§ Data in this exercise:

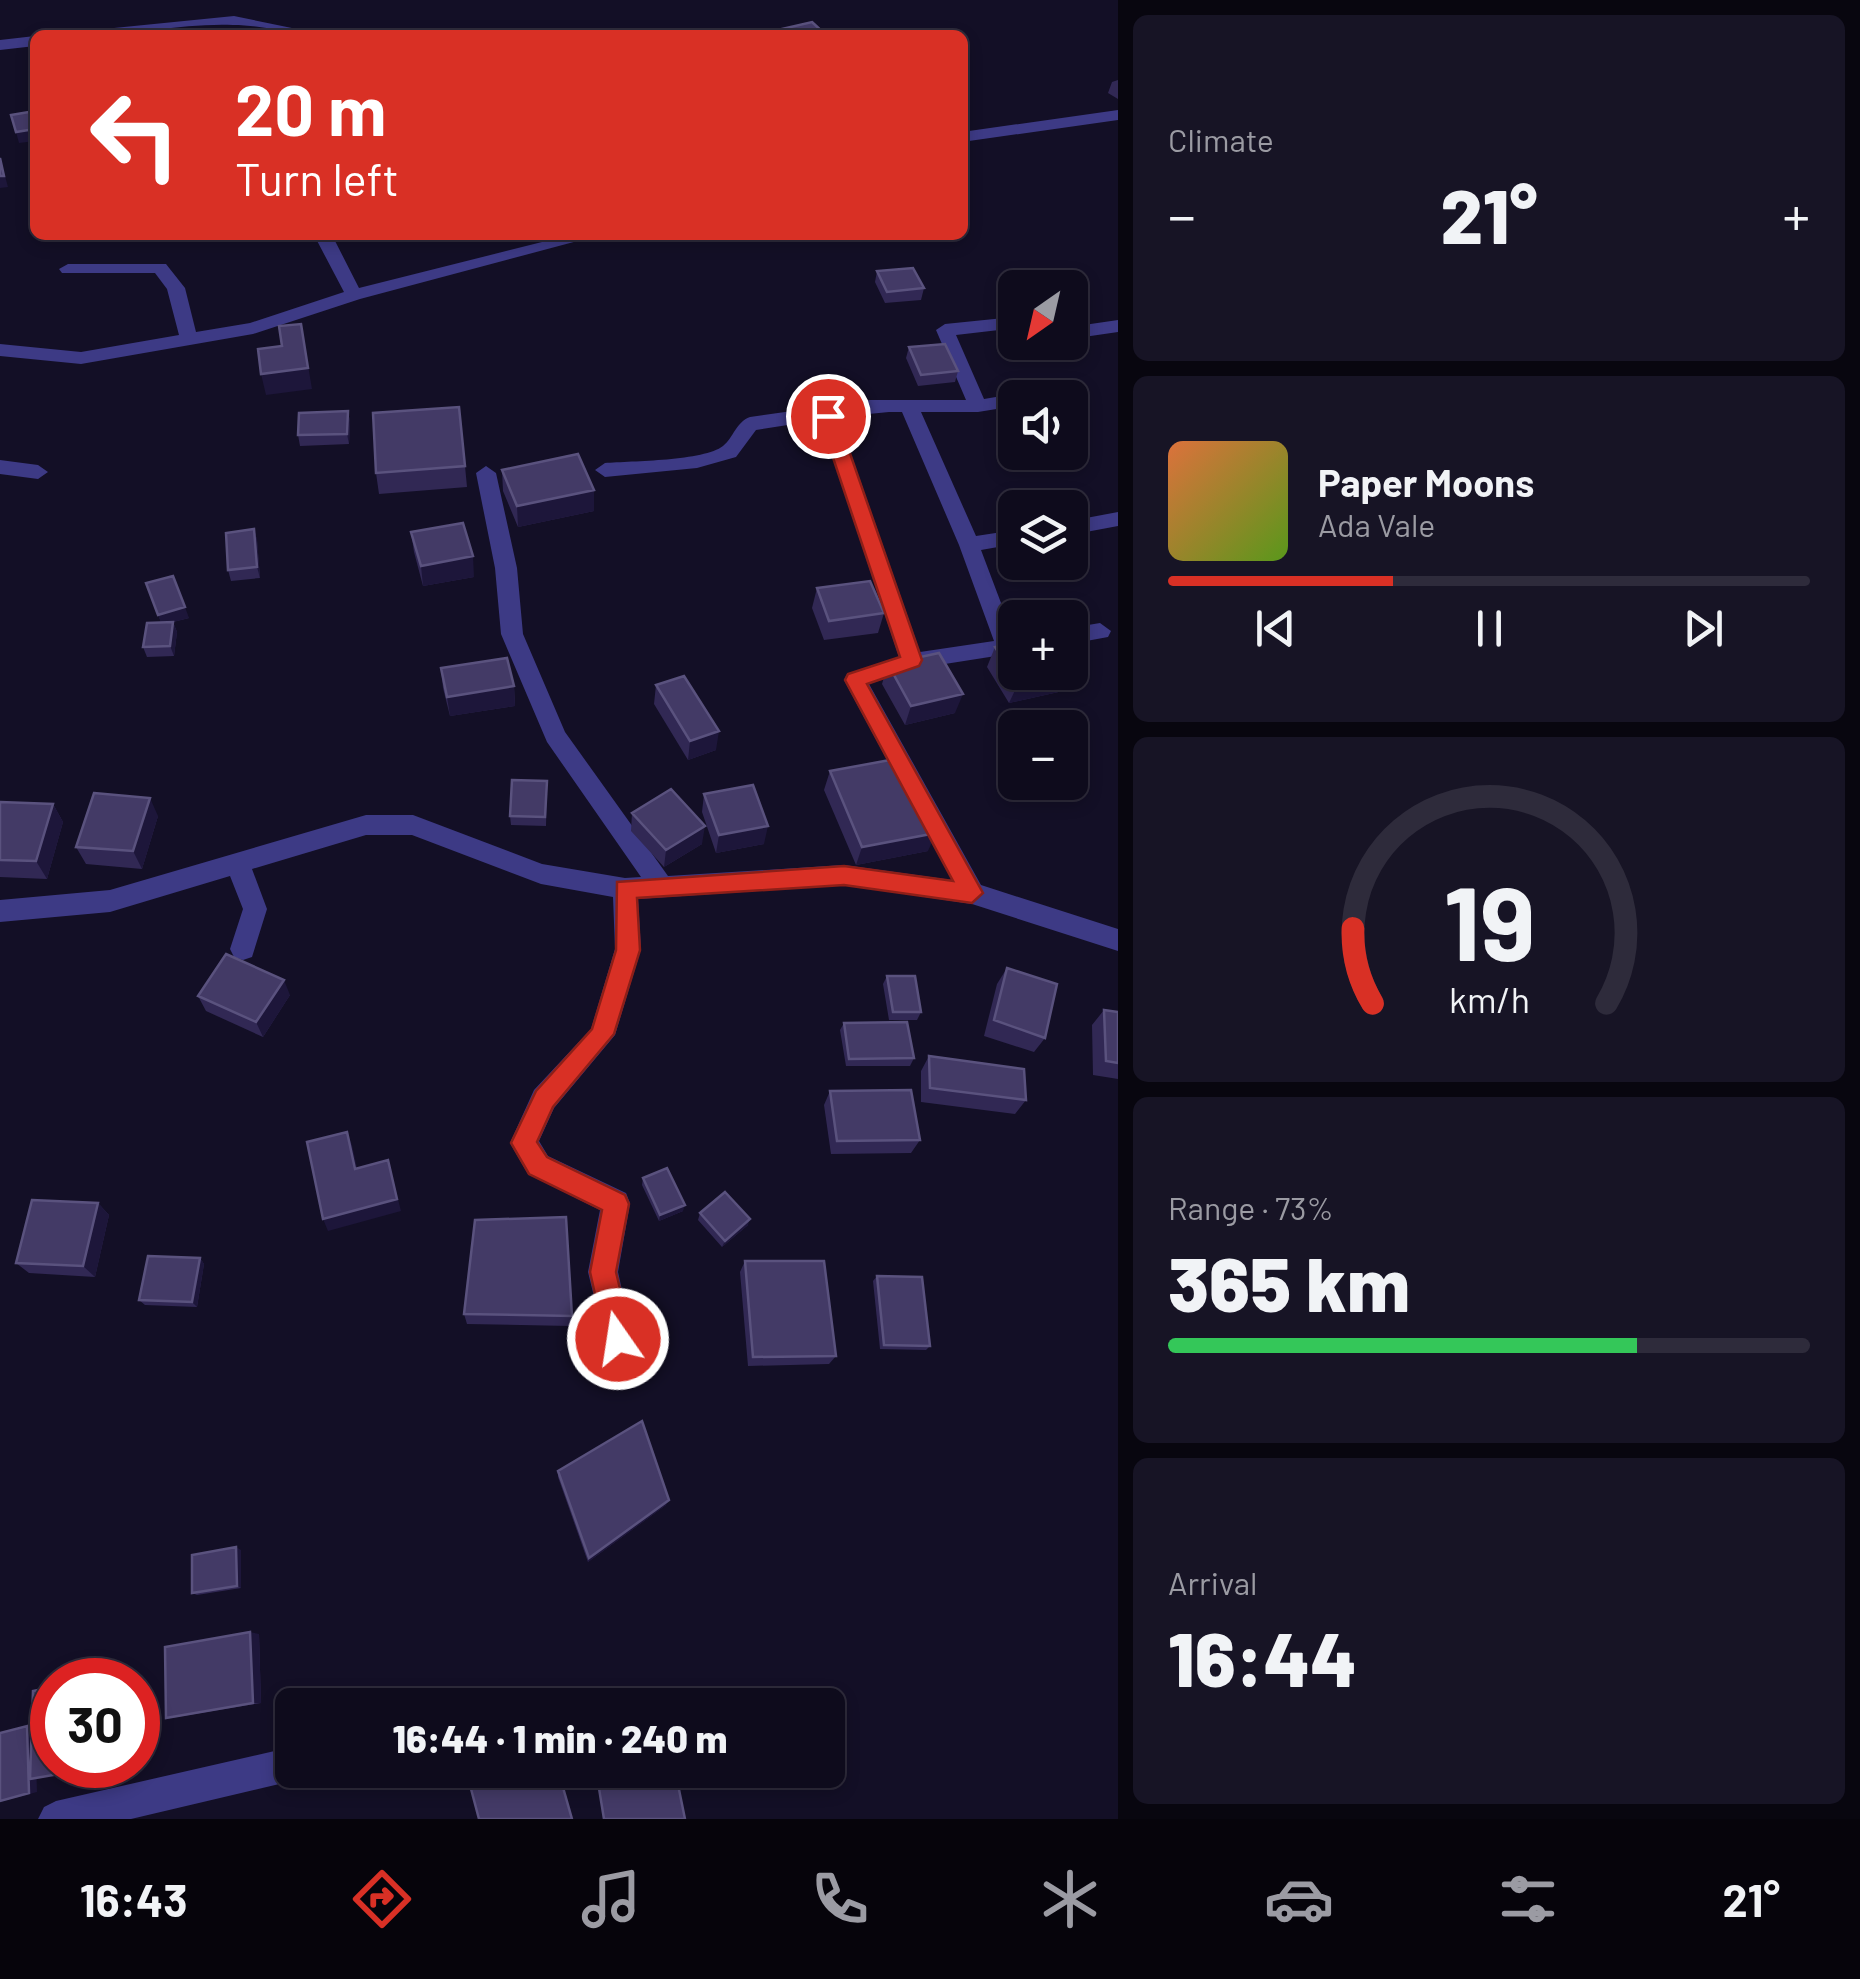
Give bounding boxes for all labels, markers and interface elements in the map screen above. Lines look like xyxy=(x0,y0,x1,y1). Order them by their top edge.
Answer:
text: 20 m xyxy=(235,66,387,150)
icon: left xyxy=(70,70,200,200)
text: Climate xyxy=(1168,120,1274,158)
text: Turn left xyxy=(235,151,399,205)
text: 21° xyxy=(1440,169,1538,259)
text: − xyxy=(1168,181,1196,247)
text: + xyxy=(1782,181,1810,247)
north arrow xyxy=(998,270,1088,360)
map controls xyxy=(998,270,1088,800)
pin xyxy=(786,374,871,459)
button: sound xyxy=(998,380,1088,470)
icon: arrive xyxy=(801,389,856,444)
text: Paper Moons xyxy=(1318,459,1534,505)
button: layers xyxy=(998,490,1088,580)
text: Ada Vale xyxy=(1318,505,1435,543)
button: + xyxy=(998,600,1088,690)
icon: previous xyxy=(1248,601,1303,656)
icon: pause xyxy=(1462,601,1517,656)
icon: next xyxy=(1676,601,1731,656)
button: − xyxy=(998,710,1088,800)
text: 19 xyxy=(1443,857,1535,982)
text: km/h xyxy=(1449,977,1529,1020)
text: Range · 73% xyxy=(1168,1188,1334,1226)
text: 365 km xyxy=(1168,1237,1410,1327)
position arrow xyxy=(566,1287,670,1391)
text: Arrival xyxy=(1168,1563,1257,1601)
text: 16:44 xyxy=(1168,1612,1357,1702)
speed limit sign: 30 xyxy=(30,1658,160,1788)
text: 16:44 · 1 min · 240 m xyxy=(393,1715,727,1761)
icon: directions xyxy=(347,1864,417,1934)
icon: music xyxy=(576,1864,646,1934)
icon: phone xyxy=(805,1864,875,1934)
icon: climate xyxy=(1035,1864,1105,1934)
icon: car xyxy=(1264,1864,1334,1934)
icon: filters xyxy=(1493,1864,1563,1934)
text: 16:43 xyxy=(80,1872,188,1926)
text: 21° xyxy=(1723,1872,1780,1926)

§ What you need to do: If a line in the material above holds "icon", copy it.

§ Answer box:
icon: left xyxy=(70,70,200,200)
icon: arrive xyxy=(801,389,856,444)
icon: previous xyxy=(1248,601,1303,656)
icon: pause xyxy=(1462,601,1517,656)
icon: next xyxy=(1676,601,1731,656)
icon: directions xyxy=(347,1864,417,1934)
icon: music xyxy=(576,1864,646,1934)
icon: phone xyxy=(805,1864,875,1934)
icon: climate xyxy=(1035,1864,1105,1934)
icon: car xyxy=(1264,1864,1334,1934)
icon: filters xyxy=(1493,1864,1563,1934)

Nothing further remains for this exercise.